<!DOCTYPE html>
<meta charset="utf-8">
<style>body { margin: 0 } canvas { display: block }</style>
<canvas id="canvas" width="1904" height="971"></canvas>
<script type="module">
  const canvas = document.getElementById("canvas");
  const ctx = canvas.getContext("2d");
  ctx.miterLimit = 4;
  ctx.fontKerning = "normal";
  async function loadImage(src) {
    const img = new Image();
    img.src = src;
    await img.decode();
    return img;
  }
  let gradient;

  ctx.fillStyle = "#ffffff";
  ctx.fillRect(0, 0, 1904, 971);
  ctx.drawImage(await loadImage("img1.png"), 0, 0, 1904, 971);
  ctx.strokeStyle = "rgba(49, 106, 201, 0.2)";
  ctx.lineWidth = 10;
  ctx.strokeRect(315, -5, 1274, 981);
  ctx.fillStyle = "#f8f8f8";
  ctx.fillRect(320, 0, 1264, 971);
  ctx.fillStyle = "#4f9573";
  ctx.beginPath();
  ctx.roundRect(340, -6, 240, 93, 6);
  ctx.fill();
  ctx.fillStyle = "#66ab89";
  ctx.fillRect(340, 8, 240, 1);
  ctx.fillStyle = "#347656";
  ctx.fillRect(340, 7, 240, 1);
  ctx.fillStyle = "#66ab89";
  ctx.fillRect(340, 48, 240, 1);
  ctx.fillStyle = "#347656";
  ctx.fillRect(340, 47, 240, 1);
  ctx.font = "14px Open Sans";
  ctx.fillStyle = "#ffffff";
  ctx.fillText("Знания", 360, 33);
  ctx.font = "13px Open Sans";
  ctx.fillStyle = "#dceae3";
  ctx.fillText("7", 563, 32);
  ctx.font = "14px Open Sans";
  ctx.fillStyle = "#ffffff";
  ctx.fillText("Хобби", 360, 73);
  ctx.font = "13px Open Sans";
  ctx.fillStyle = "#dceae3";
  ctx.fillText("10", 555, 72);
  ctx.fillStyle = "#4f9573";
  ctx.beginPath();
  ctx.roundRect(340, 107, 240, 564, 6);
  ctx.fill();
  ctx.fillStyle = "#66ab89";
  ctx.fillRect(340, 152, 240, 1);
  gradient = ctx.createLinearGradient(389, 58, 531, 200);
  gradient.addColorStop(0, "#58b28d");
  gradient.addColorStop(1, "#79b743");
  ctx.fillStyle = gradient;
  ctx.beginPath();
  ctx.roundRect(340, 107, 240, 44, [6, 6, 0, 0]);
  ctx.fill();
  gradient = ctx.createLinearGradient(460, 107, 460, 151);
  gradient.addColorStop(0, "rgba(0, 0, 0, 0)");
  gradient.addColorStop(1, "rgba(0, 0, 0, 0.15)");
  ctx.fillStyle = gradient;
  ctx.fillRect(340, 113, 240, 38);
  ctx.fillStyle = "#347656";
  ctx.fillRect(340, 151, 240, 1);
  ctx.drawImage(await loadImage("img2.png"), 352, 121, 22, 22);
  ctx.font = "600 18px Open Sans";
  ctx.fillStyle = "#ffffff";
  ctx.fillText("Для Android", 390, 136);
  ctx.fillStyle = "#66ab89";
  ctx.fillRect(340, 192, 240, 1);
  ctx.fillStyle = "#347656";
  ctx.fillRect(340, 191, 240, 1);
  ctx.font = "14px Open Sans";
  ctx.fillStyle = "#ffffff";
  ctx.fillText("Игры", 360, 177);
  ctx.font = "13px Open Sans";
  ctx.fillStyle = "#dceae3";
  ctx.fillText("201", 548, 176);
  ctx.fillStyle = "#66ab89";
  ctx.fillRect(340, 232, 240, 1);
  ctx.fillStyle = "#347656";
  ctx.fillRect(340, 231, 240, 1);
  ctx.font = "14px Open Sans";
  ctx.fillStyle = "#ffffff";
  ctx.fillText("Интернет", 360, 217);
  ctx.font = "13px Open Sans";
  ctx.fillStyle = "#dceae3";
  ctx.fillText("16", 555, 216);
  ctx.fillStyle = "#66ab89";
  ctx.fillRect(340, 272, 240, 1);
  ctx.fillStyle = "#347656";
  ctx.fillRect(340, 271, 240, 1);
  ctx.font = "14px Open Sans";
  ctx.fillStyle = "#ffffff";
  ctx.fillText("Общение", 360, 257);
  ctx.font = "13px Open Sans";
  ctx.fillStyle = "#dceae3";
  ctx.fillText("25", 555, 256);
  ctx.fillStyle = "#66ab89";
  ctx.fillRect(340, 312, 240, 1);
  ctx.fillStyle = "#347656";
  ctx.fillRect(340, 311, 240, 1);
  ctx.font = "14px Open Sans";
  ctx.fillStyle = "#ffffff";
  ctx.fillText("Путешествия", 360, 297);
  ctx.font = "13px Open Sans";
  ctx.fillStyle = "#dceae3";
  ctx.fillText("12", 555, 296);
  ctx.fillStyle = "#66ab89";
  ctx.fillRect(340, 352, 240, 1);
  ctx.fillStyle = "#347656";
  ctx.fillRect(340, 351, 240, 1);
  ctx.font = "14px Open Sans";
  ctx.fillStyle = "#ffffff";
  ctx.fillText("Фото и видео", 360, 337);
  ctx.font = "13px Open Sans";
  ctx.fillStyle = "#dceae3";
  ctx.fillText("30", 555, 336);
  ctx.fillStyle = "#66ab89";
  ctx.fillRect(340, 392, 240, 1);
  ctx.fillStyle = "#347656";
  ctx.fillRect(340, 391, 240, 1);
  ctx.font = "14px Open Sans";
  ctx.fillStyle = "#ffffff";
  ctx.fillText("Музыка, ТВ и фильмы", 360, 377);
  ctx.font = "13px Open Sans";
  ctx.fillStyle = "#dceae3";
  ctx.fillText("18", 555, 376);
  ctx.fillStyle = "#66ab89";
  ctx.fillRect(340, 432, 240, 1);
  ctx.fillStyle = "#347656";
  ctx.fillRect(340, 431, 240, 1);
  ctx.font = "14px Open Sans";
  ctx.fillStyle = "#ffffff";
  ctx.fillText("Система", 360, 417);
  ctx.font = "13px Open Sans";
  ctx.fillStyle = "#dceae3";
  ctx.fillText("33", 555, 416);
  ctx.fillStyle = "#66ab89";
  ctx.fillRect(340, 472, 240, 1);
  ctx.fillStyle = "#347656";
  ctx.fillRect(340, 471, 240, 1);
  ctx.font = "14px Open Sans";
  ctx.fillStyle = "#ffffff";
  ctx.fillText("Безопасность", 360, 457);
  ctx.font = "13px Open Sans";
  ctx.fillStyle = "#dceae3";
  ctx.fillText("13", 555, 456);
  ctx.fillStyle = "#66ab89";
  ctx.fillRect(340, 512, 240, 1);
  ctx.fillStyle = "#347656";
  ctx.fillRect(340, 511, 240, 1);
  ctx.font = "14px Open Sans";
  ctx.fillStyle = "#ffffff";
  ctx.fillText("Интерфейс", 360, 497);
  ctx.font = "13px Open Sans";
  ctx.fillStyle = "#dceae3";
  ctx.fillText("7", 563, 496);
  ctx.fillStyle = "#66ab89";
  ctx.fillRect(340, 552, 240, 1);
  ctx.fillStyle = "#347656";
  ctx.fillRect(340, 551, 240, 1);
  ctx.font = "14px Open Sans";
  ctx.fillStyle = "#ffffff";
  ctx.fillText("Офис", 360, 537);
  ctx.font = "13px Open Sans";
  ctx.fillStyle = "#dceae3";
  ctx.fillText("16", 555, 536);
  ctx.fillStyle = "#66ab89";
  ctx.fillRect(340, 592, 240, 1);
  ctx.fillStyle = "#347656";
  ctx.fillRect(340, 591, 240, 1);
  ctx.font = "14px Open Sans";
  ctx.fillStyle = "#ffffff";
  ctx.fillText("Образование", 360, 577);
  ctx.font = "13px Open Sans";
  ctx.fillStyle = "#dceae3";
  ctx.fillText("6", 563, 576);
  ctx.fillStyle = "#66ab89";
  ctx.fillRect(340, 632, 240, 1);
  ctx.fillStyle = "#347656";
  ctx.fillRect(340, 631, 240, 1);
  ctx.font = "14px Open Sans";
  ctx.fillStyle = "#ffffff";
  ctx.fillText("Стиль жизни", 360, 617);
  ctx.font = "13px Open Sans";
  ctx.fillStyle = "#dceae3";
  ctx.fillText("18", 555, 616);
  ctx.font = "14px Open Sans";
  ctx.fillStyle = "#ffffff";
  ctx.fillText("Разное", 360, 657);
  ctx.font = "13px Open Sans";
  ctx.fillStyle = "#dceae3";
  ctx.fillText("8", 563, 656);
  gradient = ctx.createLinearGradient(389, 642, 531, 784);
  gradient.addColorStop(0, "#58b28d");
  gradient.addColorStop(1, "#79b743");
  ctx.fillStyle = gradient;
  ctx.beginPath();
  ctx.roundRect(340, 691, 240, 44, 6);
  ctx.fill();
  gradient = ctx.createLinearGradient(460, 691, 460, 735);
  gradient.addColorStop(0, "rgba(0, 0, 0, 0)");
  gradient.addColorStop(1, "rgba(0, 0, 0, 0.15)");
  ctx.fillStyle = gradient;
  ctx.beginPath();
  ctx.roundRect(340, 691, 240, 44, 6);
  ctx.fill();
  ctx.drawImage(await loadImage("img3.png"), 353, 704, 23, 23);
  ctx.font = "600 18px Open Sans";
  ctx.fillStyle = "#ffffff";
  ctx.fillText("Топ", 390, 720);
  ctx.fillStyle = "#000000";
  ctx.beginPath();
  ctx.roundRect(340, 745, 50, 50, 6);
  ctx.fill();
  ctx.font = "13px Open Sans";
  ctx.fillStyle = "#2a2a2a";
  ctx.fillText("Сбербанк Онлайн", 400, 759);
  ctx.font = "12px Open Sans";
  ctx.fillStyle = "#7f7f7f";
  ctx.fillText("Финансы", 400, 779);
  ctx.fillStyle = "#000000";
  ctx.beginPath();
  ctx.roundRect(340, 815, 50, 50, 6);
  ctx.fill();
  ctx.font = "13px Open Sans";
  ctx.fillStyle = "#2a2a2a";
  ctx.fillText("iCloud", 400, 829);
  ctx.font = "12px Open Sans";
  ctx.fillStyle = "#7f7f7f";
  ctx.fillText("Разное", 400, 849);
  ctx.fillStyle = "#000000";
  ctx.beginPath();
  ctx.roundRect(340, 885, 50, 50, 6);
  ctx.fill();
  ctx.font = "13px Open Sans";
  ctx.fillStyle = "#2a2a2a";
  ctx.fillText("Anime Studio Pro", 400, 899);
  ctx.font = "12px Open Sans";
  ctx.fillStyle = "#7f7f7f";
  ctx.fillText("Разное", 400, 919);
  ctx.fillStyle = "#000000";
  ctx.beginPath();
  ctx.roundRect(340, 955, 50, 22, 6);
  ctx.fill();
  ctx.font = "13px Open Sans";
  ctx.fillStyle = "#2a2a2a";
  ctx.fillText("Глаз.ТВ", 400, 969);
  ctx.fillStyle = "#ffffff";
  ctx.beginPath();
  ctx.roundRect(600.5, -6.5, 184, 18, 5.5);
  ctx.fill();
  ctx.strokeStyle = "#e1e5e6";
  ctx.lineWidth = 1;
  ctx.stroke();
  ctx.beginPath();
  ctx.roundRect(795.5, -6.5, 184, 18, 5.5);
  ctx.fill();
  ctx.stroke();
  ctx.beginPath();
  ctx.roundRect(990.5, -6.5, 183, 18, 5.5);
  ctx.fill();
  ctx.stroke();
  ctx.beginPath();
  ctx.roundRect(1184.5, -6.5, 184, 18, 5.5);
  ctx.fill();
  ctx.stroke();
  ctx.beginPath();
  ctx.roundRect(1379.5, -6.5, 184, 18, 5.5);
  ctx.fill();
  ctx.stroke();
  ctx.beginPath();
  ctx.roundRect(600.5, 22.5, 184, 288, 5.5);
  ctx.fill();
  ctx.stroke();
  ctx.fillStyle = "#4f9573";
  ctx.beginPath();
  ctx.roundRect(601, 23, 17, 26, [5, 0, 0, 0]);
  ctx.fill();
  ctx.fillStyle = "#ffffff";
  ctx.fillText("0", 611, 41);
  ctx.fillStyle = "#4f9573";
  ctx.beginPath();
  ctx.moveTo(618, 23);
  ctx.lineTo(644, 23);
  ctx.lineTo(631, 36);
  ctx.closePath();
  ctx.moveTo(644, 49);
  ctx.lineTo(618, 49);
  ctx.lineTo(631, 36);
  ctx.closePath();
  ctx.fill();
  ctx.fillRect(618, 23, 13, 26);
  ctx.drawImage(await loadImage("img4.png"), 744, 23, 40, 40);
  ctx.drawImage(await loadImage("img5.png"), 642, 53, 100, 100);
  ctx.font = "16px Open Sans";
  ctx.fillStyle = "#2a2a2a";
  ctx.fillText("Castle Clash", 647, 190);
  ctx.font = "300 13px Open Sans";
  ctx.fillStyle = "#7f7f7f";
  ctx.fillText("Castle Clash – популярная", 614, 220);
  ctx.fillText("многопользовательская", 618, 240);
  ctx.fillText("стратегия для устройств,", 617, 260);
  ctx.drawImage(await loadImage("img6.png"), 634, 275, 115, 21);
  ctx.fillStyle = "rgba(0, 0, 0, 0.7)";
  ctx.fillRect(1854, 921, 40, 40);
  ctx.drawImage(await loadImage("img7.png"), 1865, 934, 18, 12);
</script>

*****

▶ _EXERCISE PROMPT_:
Go through the records. Copy each line where "const" appears.

▶ _EXPECTED ANSWER_:
  const canvas = document.getElementById("canvas");
  const ctx = canvas.getContext("2d");
    const img = new Image();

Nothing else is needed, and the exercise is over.